As for BEST LEADING ACTRESS, Cate Blanchett and Sandra Bullock were locks. There was a slight chance that Judi Dench would be pushed aside but she made it through with her graceful performance in "Philomena." Amy Adams received the fourth nomination. Casting out a beautiful Emma Thompson in "Saving Mr. Banks," Meryl Streep did infact set another record with her 18th nomination for acting as Viola Weston in "August: Osage County."
The BEST SUPPORTING ACTOR nominations gave us the surprise of Jonah Hill in "The Wolf of Wall Street," bringing that film's nominations to 5. Michael Fassbender, Barkhad Abdi and Jared Leto were presumed nominations while Bradley Cooper in "American Hustle" was ushered in last.
Jennifer Lawrence received her third acting nomination, though her first supporting one. Besides June Squibb, the rest of the category seemed destined for the nomination. Oprah Winfrey was snubbed but with the inclusion of Julia Roberts, there didn't seem to be much room for her. The surprise in the SUPPORTING ACTRESS race was Sally Hawkins for "Blue Jasmine." Playing opposite Cate Blanchett, it's a well deserving nod that has been absent for most of the season.
"American Hustle," like most of David O. Russell's films has a nomination in all seven major categories. Alfonso Cuaron was a sure thing for directing, as was Steve McQueen. Alexander Payne and Martin Scorsese rounded out the five nominees, snubbing Spike Jonze, The Coen Brothers and Paul Greengrass.
In the foreign language race, one of the most talked about films of the year, "Blue is the Warmest Color" was released too late in its native France to be eligible.
With the exception of the inclusion of an unknown "Alone Yet Not Alone," the BEST ORIGINAL SONG category filled out expectantly. Spike Jonze earned a nomination here for co-writing The Moon Song from "Her."
"Gravity" took in a lot of technical nominations as did "Captain Phillips."
The writing nominations were no surprise. Woody Allen scored another Original Screenplay nod. Spike Jonze was included here as was David O. Russell.
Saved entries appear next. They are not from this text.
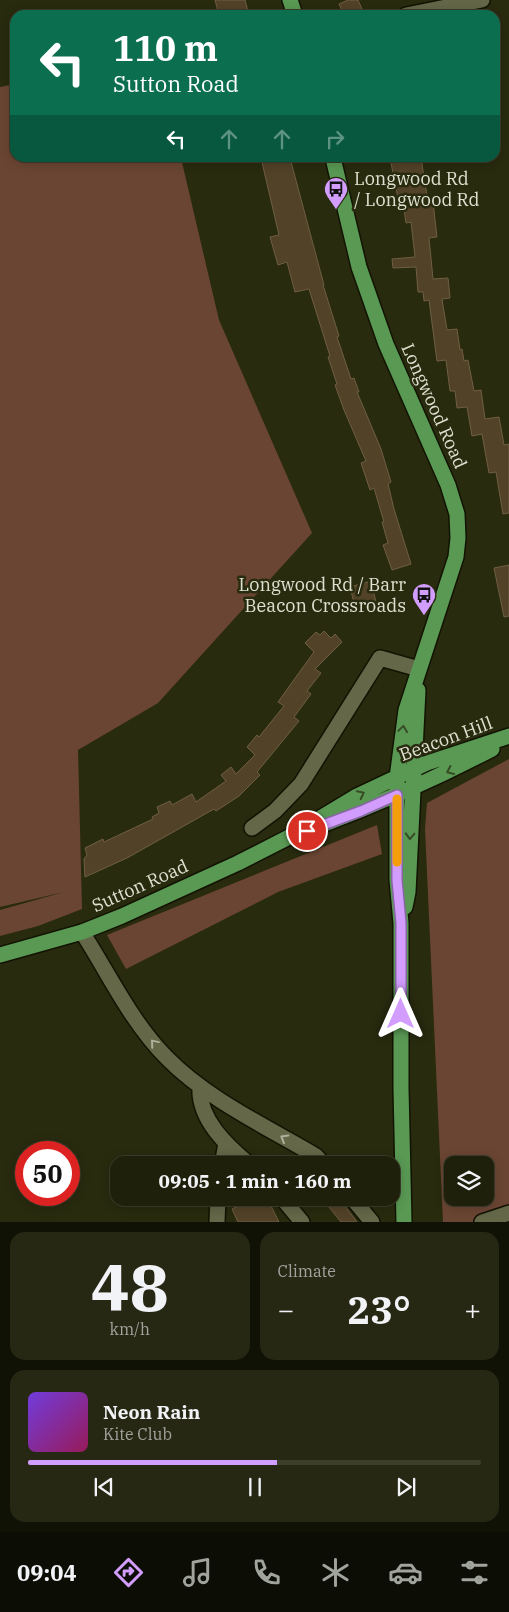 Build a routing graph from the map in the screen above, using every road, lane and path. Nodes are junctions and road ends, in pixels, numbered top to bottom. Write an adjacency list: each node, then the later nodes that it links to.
1 (482, 0): 2 (street)
2 (431, 10)
3 (334, 162): 4 (main road, Longwood Road)
4 (419, 669): 7 (main road, Longwood Road); 8 (main road, Longwood Road, one-way to 4); 11 (street)
5 (509, 736): 7 (main road, Beacon Hill)
6 (509, 740): 9 (main road, Beacon Hill, one-way to 9)
7 (414, 770): 8 (main road, Beacon Hill); 9 (main road, Longwood Road)
8 (397, 778): 10 (main road, Longwood Road); 12 (main road, Sutton Road, one-way to 8)
9 (412, 788): 10 (main road, Sutton Road); 13 (main road, Longwood Road, one-way to 13)
10 (397, 795): 12 (main road, Sutton Road); 13 (main road, Longwood Road)
11 (252, 828)
12 (290, 837): 14 (main road, Sutton Road)
13 (401, 923): 28 (main road)
14 (82, 932): 15 (main road, Sutton Road); 16 (street, one-way to 14)
15 (0, 954)
16 (200, 1087): 17 (street); 20 (street, one-way to 16)
17 (226, 1143): 18 (street); 19 (street)
18 (224, 1156)
19 (240, 1156)
20 (316, 1156)
21 (218, 1206): 25 (street)
22 (289, 1206): 26 (street)
23 (359, 1206): 27 (street)
24 (509, 1213): 29 (street)
25 (217, 1222)
26 (302, 1222)
27 (372, 1222)
28 (404, 1222)
29 (482, 1222) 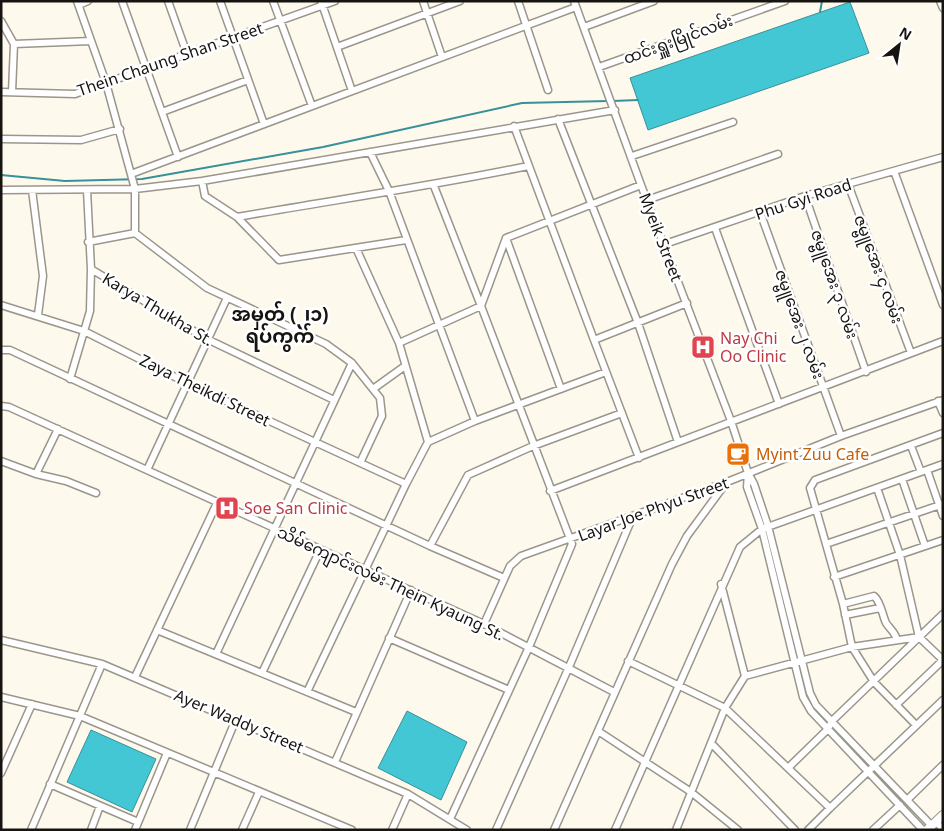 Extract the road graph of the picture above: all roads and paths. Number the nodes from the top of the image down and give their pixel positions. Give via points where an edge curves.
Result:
1 (88, 1) edge
2 (122, 1) edge
3 (168, 1) edge
4 (220, 1) edge
5 (273, 1) edge
6 (335, 1) edge
7 (422, 1) edge
8 (460, 1) edge
9 (518, 1) edge
10 (654, 1) edge
11 (785, 1) edge
12 (940, 1) edge
13 (78, 3) edge
14 (322, 3) edge
15 (575, 4) edge
16 (943, 8) edge
17 (427, 14) junction
18 (1, 20) edge
19 (280, 21) junction
20 (527, 26) junction
21 (584, 27) junction
22 (233, 38) junction
23 (92, 41) junction
24 (14, 44) junction
25 (337, 48) junction
26 (187, 54) junction
27 (442, 57) junction
28 (599, 67) junction
29 (146, 68) junction
30 (248, 80) junction
31 (106, 83) junction
32 (548, 90) dead end
33 (352, 91) junction
34 (1, 92) edge
35 (12, 92) junction
36 (312, 106) junction
37 (615, 110) junction
38 (162, 112) junction
39 (558, 119) junction
40 (733, 122) dead end
41 (264, 124) junction
42 (514, 126) junction
43 (120, 129) junction
44 (1, 139) edge
45 (370, 152) junction
46 (778, 154) dead end
47 (632, 156) junction
48 (178, 157) junction
49 (943, 157) edge
50 (528, 166) junction
51 (894, 171) junction
52 (131, 175) junction
53 (202, 181) junction
54 (848, 184) junction
55 (641, 185) junction
56 (134, 186) junction
57 (434, 186) junction
58 (1, 190) edge
59 (32, 190) junction
60 (87, 190) junction
61 (388, 191) junction
62 (804, 196) junction
63 (647, 200) junction
64 (591, 206) junction
65 (760, 212) junction
66 (237, 217) junction
67 (551, 222) junction
68 (715, 228) junction
69 (135, 233) junction
70 (506, 238) junction
71 (406, 240) junction
72 (88, 242) junction
73 (665, 244) junction
74 (356, 248) junction
75 (91, 269) junction
76 (226, 298) junction
77 (687, 303) junction
78 (1, 305) edge
79 (943, 305) edge
80 (481, 306) junction
81 (38, 315) junction
82 (638, 323) junction
83 (439, 325) junction
84 (84, 332) junction
85 (207, 339) junction
86 (594, 340) junction
87 (943, 341) edge
88 (399, 343) junction
89 (1, 350) edge
90 (911, 353) junction
91 (352, 363) junction
92 (405, 366) junction
93 (606, 372) junction
94 (866, 372) junction
95 (70, 379) junction
96 (187, 383) junction
97 (822, 386) junction
98 (561, 388) junction
99 (373, 389) junction
100 (334, 400) junction
101 (941, 401) edge
102 (779, 404) junction
103 (518, 405) junction
104 (1, 406) edge
105 (622, 413) junction
106 (943, 413) edge
107 (475, 421) junction
108 (731, 421) junction
109 (168, 423) junction
110 (58, 429) junction
111 (943, 433) edge
112 (841, 436) junction
113 (314, 442) junction
114 (428, 442) junction
115 (678, 442) junction
116 (533, 446) junction
117 (911, 446) junction
118 (639, 458) junction
119 (1, 461) edge
120 (360, 463) junction
121 (943, 464) edge
122 (146, 470) junction
123 (924, 471) junction
124 (748, 473) junction
125 (36, 474) junction
126 (902, 479) junction
127 (727, 482) junction
128 (296, 483) junction
129 (406, 484) junction
130 (877, 488) junction
131 (550, 491) junction
132 (96, 493) dead end
133 (217, 503) junction
134 (941, 505) edge
135 (815, 511) junction
136 (914, 514) junction
137 (633, 516) junction
138 (943, 516) edge
139 (888, 522) junction
140 (386, 526) junction
141 (765, 528) junction
142 (274, 529) junction
143 (571, 539) junction
144 (943, 540) edge
145 (826, 544) junction
146 (430, 546) junction
147 (924, 546) junction
148 (320, 550) junction
149 (900, 554) junction
150 (365, 571) junction
151 (834, 577) junction
152 (504, 578) junction
153 (721, 584) junction
154 (411, 590) junction
155 (843, 604) junction
156 (880, 608) junction
157 (943, 614) edge
158 (845, 615) junction
159 (484, 624) junction
160 (157, 630) junction
161 (919, 637) junction
162 (389, 638) junction
163 (1, 640) edge
164 (896, 640) junction
165 (529, 647) junction
166 (852, 647) junction
167 (216, 654) junction
168 (801, 660) junction
169 (943, 660) edge
170 (628, 662) junction
171 (794, 663) junction
172 (102, 664) junction
173 (570, 667) junction
174 (262, 673) junction
175 (745, 676) junction
176 (135, 677) junction
177 (874, 682) junction
178 (678, 684) junction
179 (509, 690) junction
180 (307, 692) junction
181 (614, 692) junction
182 (1, 697) edge
183 (943, 700) edge
184 (32, 704) junction
185 (896, 706) junction
186 (725, 708) junction
187 (356, 712) junction
188 (80, 716) junction
189 (236, 719) junction
190 (832, 722) junction
191 (916, 726) junction
192 (828, 729) junction
193 (598, 731) junction
194 (711, 743) junction
195 (167, 753) junction
196 (644, 761) junction
197 (335, 762) junction
198 (874, 766) junction
199 (943, 766) edge
200 (789, 767) junction
201 (868, 771) junction
202 (1, 773) edge
203 (214, 773) junction
204 (50, 784) junction
205 (258, 792) junction
206 (691, 792) junction
207 (408, 794) junction
208 (907, 800) junction
209 (900, 805) junction
210 (100, 806) junction
211 (830, 808) junction
212 (943, 815) edge
213 (450, 819) junction
214 (138, 822) junction
215 (932, 826) edge
216 (339, 827) edge
217 (943, 829) edge
218 (31, 830) edge
219 (91, 830) edge
220 (135, 830) edge
221 (190, 830) edge
222 (242, 830) edge
223 (352, 830) edge
224 (392, 830) edge
225 (467, 830) edge
226 (496, 830) edge
227 (554, 830) edge
228 (615, 830) edge
229 (676, 830) edge
230 (738, 830) edge
231 (795, 830) edge
232 (808, 830) edge
233 (873, 830) edge
234 (923, 830) edge

1 - 13 street
2 - 29 street
3 - 26 street
4 - 22 street
5 - 19 street
6 - 14 street, Thein Chaung Shan Street
7 - 17 street
8 - 17 street
9 - 20 street
10 - 21 street
11 - 28 street, ထင်းရှူးမြိုင်လမ်း
12 - 16 street
13 - 23 street
14 - 19 street, Thein Chaung Shan Street
14 - 25 street
15 - 20 street
15 - 21 street, Myeik Street
17 - 25 street
17 - 27 street
18 - 24 street
19 - 22 street, Thein Chaung Shan Street
19 - 36 street
20 - 27 street
20 - 32 street
21 - 28 street, Myeik Street
22 - 26 street, Thein Chaung Shan Street
22 - 30 street
23 - 24 street
23 - 31 street
24 - 35 street
25 - 33 street
26 - 29 street, Thein Chaung Shan Street
27 - 33 street
28 - 37 street, Myeik Street
29 - 31 street, Thein Chaung Shan Street
29 - 38 street
30 - 38 street
30 - 41 street
31 - 35 street, Thein Chaung Shan Street via 76,94
31 - 43 street
33 - 36 street
34 - 35 street, Thein Chaung Shan Street
36 - 41 street
37 - 39 street
37 - 47 street, Myeik Street
38 - 48 street
39 - 42 street
39 - 64 street
40 - 47 street
41 - 48 street
42 - 45 street
42 - 50 street
43 - 44 street via 81,140
43 - 52 street
45 - 53 street
45 - 61 street
46 - 63 street
47 - 55 street, Myeik Street
48 - 52 street
49 - 51 street, Phu Gyi Road
50 - 57 street
50 - 67 street
51 - 54 street, Phu Gyi Road
51 - 79 street
52 - 56 street
53 - 56 street
53 - 66 street via 205,196
54 - 62 street, Phu Gyi Road
54 - 90 street, ဇမ္ဗူအေး ၄ လမ်း
55 - 63 street, Myeik Street
55 - 64 street
56 - 60 street
56 - 69 street
57 - 61 street
57 - 80 street
58 - 59 street
59 - 60 street
59 - 81 street via 43,276
60 - 72 street
61 - 66 street
61 - 71 street
62 - 65 street, Phu Gyi Road
62 - 94 street, ဇမ္ဗူအေး ၃ လမ်း
63 - 73 street, Myeik Street
64 - 67 street
64 - 82 street
65 - 68 street, Phu Gyi Road
65 - 97 street, ဇမ္ဗူအေး ၂ လမ်း
66 - 74 street via 279,260
67 - 70 street
67 - 86 street
68 - 73 street, Phu Gyi Road
68 - 102 street
69 - 72 street
69 - 76 street via 207,288
70 - 80 street
70 - 98 street
71 - 74 street
71 - 83 street
72 - 75 street
73 - 77 street, Myeik Street
74 - 88 street
75 - 84 street via 90,310
75 - 85 street, Karya Thukha St.
76 - 85 street
76 - 91 street via 326,344
77 - 82 street
77 - 108 street, Myeik Street
78 - 81 street, Zaya Theikdi Street
80 - 83 street
80 - 103 street
81 - 84 street, Zaya Theikdi Street
82 - 86 street
82 - 115 street
83 - 88 street
83 - 107 street
84 - 95 street
84 - 96 street, Zaya Theikdi Street
85 - 96 street
85 - 100 street, Karya Thukha St.
86 - 93 street
87 - 90 street
88 - 92 street
89 - 95 street via 10,350
90 - 94 street
91 - 99 street
91 - 100 street
92 - 99 street
92 - 114 street
93 - 98 street
93 - 105 street
94 - 97 street
95 - 109 street
96 - 109 street
96 - 113 street, Zaya Theikdi Street
97 - 102 street
97 - 112 street, ဇမ္ဗူအေး ၂ လမ်း
98 - 103 street
99 - 120 street via 380,398 382,416
100 - 113 street
101 - 106 street
101 - 112 street, Layar Joe Phyu Street
102 - 108 street
103 - 107 street
103 - 116 street
104 - 110 street, သိမ်ကျောင်းလမ်း Thein Kyaung St. via 8,406
105 - 116 street
105 - 118 street
107 - 114 street
108 - 115 street
108 - 124 street, Myeik Street
109 - 122 street
109 - 128 street
110 - 122 street, သိမ်ကျောင်းလမ်း Thein Kyaung St.
110 - 125 street
111 - 117 street
112 - 124 street, Layar Joe Phyu Street
113 - 120 street, Zaya Theikdi Street
113 - 128 street
114 - 129 street
115 - 118 street
116 - 131 street
116 - 146 street via 468,475
117 - 123 street
117 - 135 street via 815,480 810,488
118 - 131 street
119 - 125 street
120 - 129 street, Zaya Theikdi Street
121 - 123 street
122 - 133 street, သိမ်ကျောင်းလမ်း Thein Kyaung St.
123 - 126 street
123 - 134 street
124 - 127 street, Layar Joe Phyu Street
124 - 141 street, Myeik Street via 747,486
125 - 132 street
126 - 130 street
126 - 136 street
127 - 137 street, Layar Joe Phyu Street
127 - 170 street via 687,536
128 - 140 street
128 - 142 street
129 - 140 street
130 - 135 street
130 - 139 street
131 - 143 street
133 - 142 street, သိမ်ကျောင်းလမ်း Thein Kyaung St.
133 - 160 street
134 - 136 street
134 - 138 street
135 - 141 street
135 - 145 street
136 - 139 street
136 - 147 street
137 - 143 street, Layar Joe Phyu Street
137 - 173 street
139 - 145 street
139 - 149 street
140 - 146 street
140 - 150 street
141 - 153 street via 740,547
141 - 168 street
141 - 171 street
142 - 148 street, သိမ်ကျောင်းလမ်း Thein Kyaung St.
142 - 167 street
143 - 152 street, Layar Joe Phyu Street via 521,556 510,566
143 - 165 street via 571,549
144 - 147 street
145 - 151 street
146 - 152 street
147 - 149 street
148 - 150 street, သိမ်ကျောင်းလမ်း Thein Kyaung St.
148 - 174 street
149 - 151 street
149 - 161 street
150 - 154 street, သိမ်ကျောင်းလမ်း Thein Kyaung St.
150 - 180 street
151 - 155 street
152 - 159 street, Layar Joe Phyu Street
153 - 175 street
153 - 178 street
154 - 159 street, သိမ်ကျောင်းလမ်း Thein Kyaung St.
154 - 162 street
155 - 156 street via 874,596
155 - 158 street
156 - 158 street
156 - 164 street
157 - 161 street
158 - 166 street
159 - 165 street, သိမ်ကျောင်းလမ်း Thein Kyaung St.
160 - 167 street
160 - 176 street
161 - 164 street
161 - 169 street
161 - 177 street
162 - 179 street
162 - 187 street
163 - 172 street, Ayer Waddy Street
164 - 166 street
165 - 173 street, သိမ်ကျောင်းလမ်း Thein Kyaung St.
165 - 179 street
166 - 168 street
166 - 177 street
167 - 174 street
168 - 171 street
168 - 190 street via 816,705
169 - 185 street
170 - 178 street
170 - 181 street
171 - 175 street
171 - 192 street via 803,697
172 - 176 street, Ayer Waddy Street
172 - 188 street
173 - 181 street, သိမ်ကျောင်းလမ်း Thein Kyaung St.
173 - 226 street
174 - 180 street
175 - 186 street
176 - 189 street, Ayer Waddy Street
177 - 185 street
177 - 190 street
178 - 186 street
178 - 196 street
179 - 213 street
180 - 187 street
181 - 193 street
182 - 184 street
183 - 191 street
184 - 188 street
184 - 202 street
185 - 191 street
186 - 194 street
186 - 200 street
187 - 197 street
188 - 195 street
188 - 204 street
189 - 197 street, Ayer Waddy Street
189 - 203 street
190 - 192 street
190 - 198 street
191 - 198 street
192 - 200 street
192 - 201 street
193 - 196 street
193 - 227 street
194 - 206 street
194 - 231 street
195 - 203 street
195 - 214 street
196 - 206 street
196 - 228 street
197 - 207 street, Ayer Waddy Street
198 - 201 street
198 - 208 street
199 - 208 street
200 - 211 street
201 - 209 street
201 - 211 street
203 - 205 street
203 - 221 street
204 - 210 street
204 - 218 street
205 - 216 street
205 - 222 street
206 - 229 street
206 - 230 street
207 - 213 street, Ayer Waddy Street
207 - 224 street
208 - 215 street
209 - 233 street
209 - 234 street
210 - 214 street
210 - 219 street
211 - 232 street
212 - 215 main road
213 - 225 street, Ayer Waddy Street
214 - 220 street
215 - 217 street
216 - 223 street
The writing trio from "Before Midnight" were honored alongside "The Wolf of Wall Street," "12 Years a Slave," "Philomena" and Captain Phillips.
At the end of the day, "Gravity" and "American Hustle" led the nominations with 10 for each film. Though many will miss their indie favorites here that didn't garner any buzz such as "The Spectacular Now," "Short Term 12" and "Fruitvale Station," the list is still impressive.
In a year ending with masterful, non-special effects films, the range of nominations is vast and complete. It seems the Academy and its British members have favored some over others with an agenda in sight but have made up for it by awarding newcomers and smaller films.
The Academy Awards will air on March 2, 2014 on ABC.